• **Supplied material**
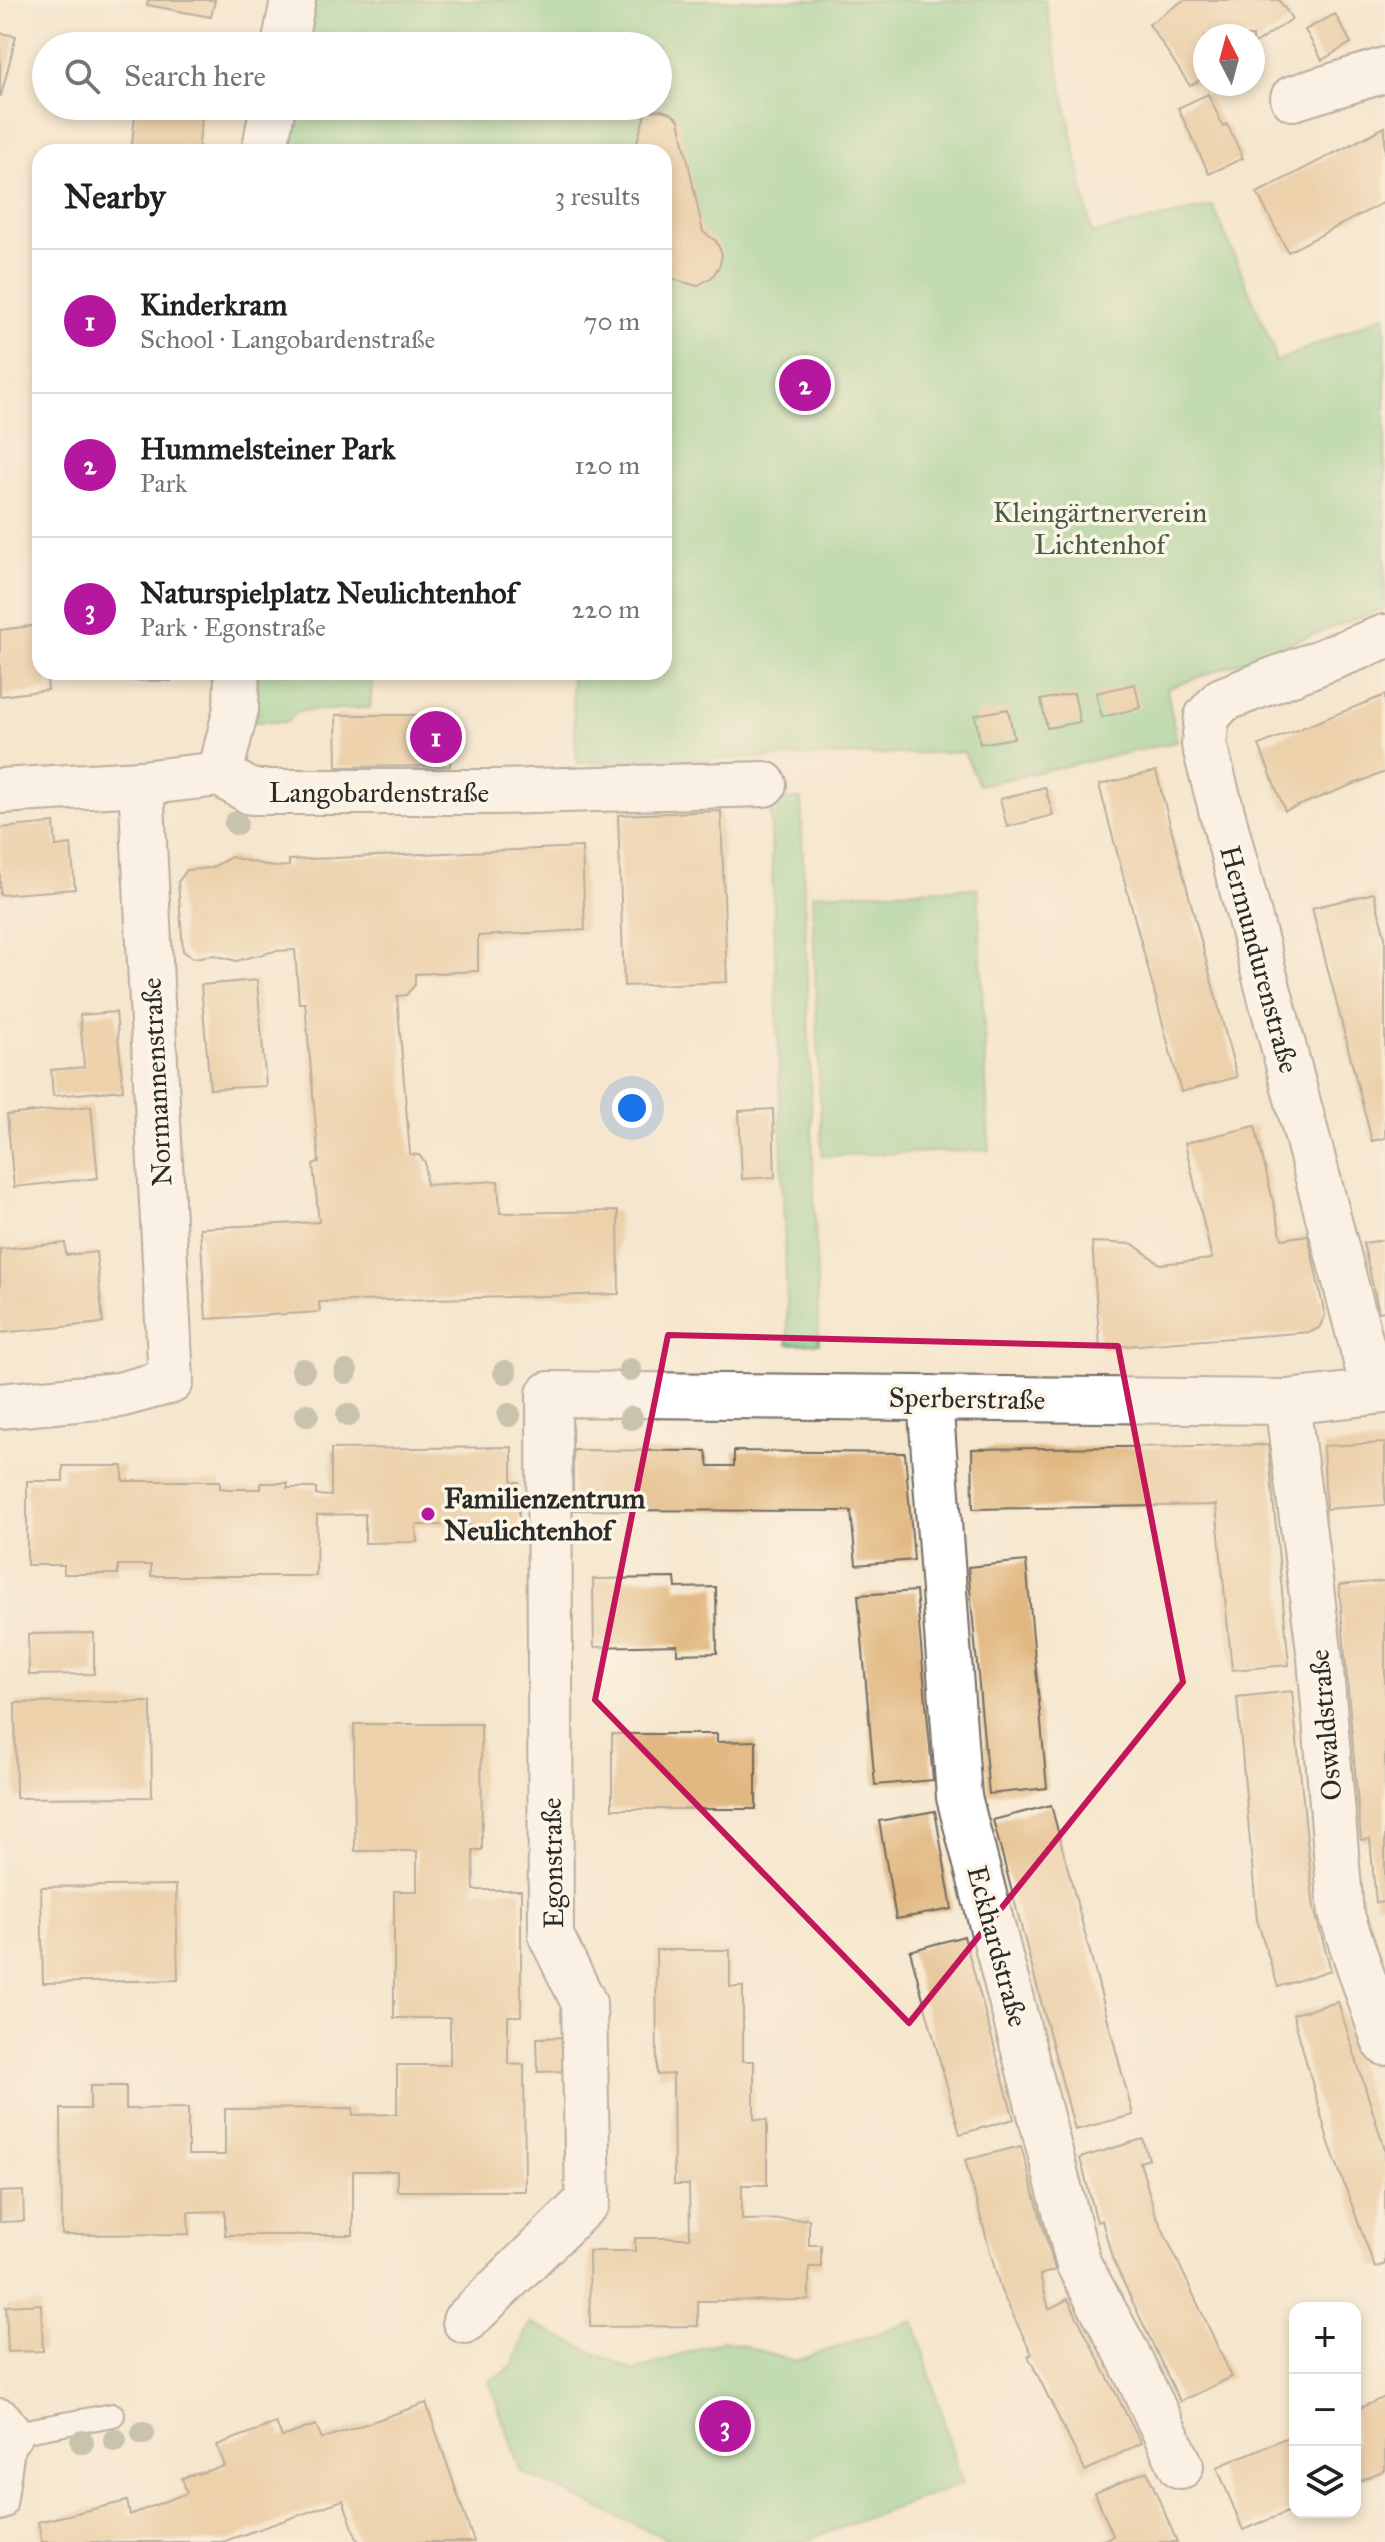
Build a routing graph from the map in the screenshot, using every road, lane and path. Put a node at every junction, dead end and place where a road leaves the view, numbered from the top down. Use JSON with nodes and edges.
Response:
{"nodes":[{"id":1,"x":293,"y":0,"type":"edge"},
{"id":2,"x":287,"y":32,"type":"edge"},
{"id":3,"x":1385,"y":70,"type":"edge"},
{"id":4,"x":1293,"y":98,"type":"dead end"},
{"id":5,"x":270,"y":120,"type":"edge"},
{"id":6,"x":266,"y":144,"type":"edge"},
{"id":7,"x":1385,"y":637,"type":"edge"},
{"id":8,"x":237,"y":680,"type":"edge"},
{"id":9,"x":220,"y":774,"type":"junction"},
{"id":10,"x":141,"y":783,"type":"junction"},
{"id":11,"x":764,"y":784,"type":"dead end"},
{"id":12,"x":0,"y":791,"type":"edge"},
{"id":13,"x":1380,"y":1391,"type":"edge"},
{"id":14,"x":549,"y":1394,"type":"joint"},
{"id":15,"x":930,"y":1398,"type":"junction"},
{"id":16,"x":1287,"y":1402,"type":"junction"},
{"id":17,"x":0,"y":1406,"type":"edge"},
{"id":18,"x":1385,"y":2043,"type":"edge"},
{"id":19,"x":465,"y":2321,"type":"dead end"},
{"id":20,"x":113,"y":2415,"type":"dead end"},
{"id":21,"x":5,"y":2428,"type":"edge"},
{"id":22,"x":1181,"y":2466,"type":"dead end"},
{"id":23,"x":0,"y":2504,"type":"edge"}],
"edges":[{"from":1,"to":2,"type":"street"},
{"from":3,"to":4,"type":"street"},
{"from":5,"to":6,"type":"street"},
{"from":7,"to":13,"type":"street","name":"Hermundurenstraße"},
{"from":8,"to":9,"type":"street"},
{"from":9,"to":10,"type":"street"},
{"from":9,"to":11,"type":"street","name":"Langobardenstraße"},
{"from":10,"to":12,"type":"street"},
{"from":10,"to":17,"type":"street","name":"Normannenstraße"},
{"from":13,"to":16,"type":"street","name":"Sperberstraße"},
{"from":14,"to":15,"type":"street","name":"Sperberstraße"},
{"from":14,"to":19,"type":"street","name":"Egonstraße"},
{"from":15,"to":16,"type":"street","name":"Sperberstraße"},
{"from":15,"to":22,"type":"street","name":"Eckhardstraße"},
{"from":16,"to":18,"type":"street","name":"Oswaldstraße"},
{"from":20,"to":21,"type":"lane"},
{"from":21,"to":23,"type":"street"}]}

• **Task directions**
Repeat all of the material above exactly, leaving out pictures.

• **Result of this exercise**
Build a routing graph from the map in the screenshot, using every road, lane and path. Put a node at every junction, dead end and place where a road leaves the view, numbered from the top down. Use JSON with nodes and edges.
Response:
{"nodes":[{"id":1,"x":293,"y":0,"type":"edge"},
{"id":2,"x":287,"y":32,"type":"edge"},
{"id":3,"x":1385,"y":70,"type":"edge"},
{"id":4,"x":1293,"y":98,"type":"dead end"},
{"id":5,"x":270,"y":120,"type":"edge"},
{"id":6,"x":266,"y":144,"type":"edge"},
{"id":7,"x":1385,"y":637,"type":"edge"},
{"id":8,"x":237,"y":680,"type":"edge"},
{"id":9,"x":220,"y":774,"type":"junction"},
{"id":10,"x":141,"y":783,"type":"junction"},
{"id":11,"x":764,"y":784,"type":"dead end"},
{"id":12,"x":0,"y":791,"type":"edge"},
{"id":13,"x":1380,"y":1391,"type":"edge"},
{"id":14,"x":549,"y":1394,"type":"joint"},
{"id":15,"x":930,"y":1398,"type":"junction"},
{"id":16,"x":1287,"y":1402,"type":"junction"},
{"id":17,"x":0,"y":1406,"type":"edge"},
{"id":18,"x":1385,"y":2043,"type":"edge"},
{"id":19,"x":465,"y":2321,"type":"dead end"},
{"id":20,"x":113,"y":2415,"type":"dead end"},
{"id":21,"x":5,"y":2428,"type":"edge"},
{"id":22,"x":1181,"y":2466,"type":"dead end"},
{"id":23,"x":0,"y":2504,"type":"edge"}],
"edges":[{"from":1,"to":2,"type":"street"},
{"from":3,"to":4,"type":"street"},
{"from":5,"to":6,"type":"street"},
{"from":7,"to":13,"type":"street","name":"Hermundurenstraße"},
{"from":8,"to":9,"type":"street"},
{"from":9,"to":10,"type":"street"},
{"from":9,"to":11,"type":"street","name":"Langobardenstraße"},
{"from":10,"to":12,"type":"street"},
{"from":10,"to":17,"type":"street","name":"Normannenstraße"},
{"from":13,"to":16,"type":"street","name":"Sperberstraße"},
{"from":14,"to":15,"type":"street","name":"Sperberstraße"},
{"from":14,"to":19,"type":"street","name":"Egonstraße"},
{"from":15,"to":16,"type":"street","name":"Sperberstraße"},
{"from":15,"to":22,"type":"street","name":"Eckhardstraße"},
{"from":16,"to":18,"type":"street","name":"Oswaldstraße"},
{"from":20,"to":21,"type":"lane"},
{"from":21,"to":23,"type":"street"}]}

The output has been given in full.